**ASSIGNED TASK**
For the material that follows, list every line containing the word "junction".

**GIVEN RECORDS**
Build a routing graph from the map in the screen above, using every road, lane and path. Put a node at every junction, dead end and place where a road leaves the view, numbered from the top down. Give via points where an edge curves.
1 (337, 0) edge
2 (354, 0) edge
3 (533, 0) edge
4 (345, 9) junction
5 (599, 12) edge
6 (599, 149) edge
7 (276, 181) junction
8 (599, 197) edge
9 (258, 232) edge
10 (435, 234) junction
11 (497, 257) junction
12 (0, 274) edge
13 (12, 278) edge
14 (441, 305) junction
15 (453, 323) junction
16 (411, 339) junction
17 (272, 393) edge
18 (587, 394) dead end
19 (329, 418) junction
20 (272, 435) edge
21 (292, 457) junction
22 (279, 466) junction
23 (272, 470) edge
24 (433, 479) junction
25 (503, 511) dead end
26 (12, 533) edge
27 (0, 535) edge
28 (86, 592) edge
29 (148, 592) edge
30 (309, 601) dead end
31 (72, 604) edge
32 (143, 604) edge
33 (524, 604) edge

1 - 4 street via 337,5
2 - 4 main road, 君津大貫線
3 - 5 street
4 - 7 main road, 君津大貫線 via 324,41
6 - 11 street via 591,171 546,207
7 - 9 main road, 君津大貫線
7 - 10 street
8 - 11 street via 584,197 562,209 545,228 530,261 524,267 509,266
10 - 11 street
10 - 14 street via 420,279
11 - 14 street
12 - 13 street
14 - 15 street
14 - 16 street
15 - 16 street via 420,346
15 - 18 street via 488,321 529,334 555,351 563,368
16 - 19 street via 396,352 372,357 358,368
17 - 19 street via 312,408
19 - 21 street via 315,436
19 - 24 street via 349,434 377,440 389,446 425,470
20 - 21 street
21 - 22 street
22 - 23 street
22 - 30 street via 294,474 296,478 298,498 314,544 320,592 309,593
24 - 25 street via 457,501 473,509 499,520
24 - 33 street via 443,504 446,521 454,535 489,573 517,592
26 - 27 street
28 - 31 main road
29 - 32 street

**EXPECTED ANSWER**
Build a routing graph from the map in the screen above, using every road, lane and path. Put a node at every junction, dead end and place where a road leaves the view, numbered from the top down. Give via points where an edge curves.
4 (345, 9) junction
7 (276, 181) junction
10 (435, 234) junction
11 (497, 257) junction
14 (441, 305) junction
15 (453, 323) junction
16 (411, 339) junction
19 (329, 418) junction
21 (292, 457) junction
22 (279, 466) junction
24 (433, 479) junction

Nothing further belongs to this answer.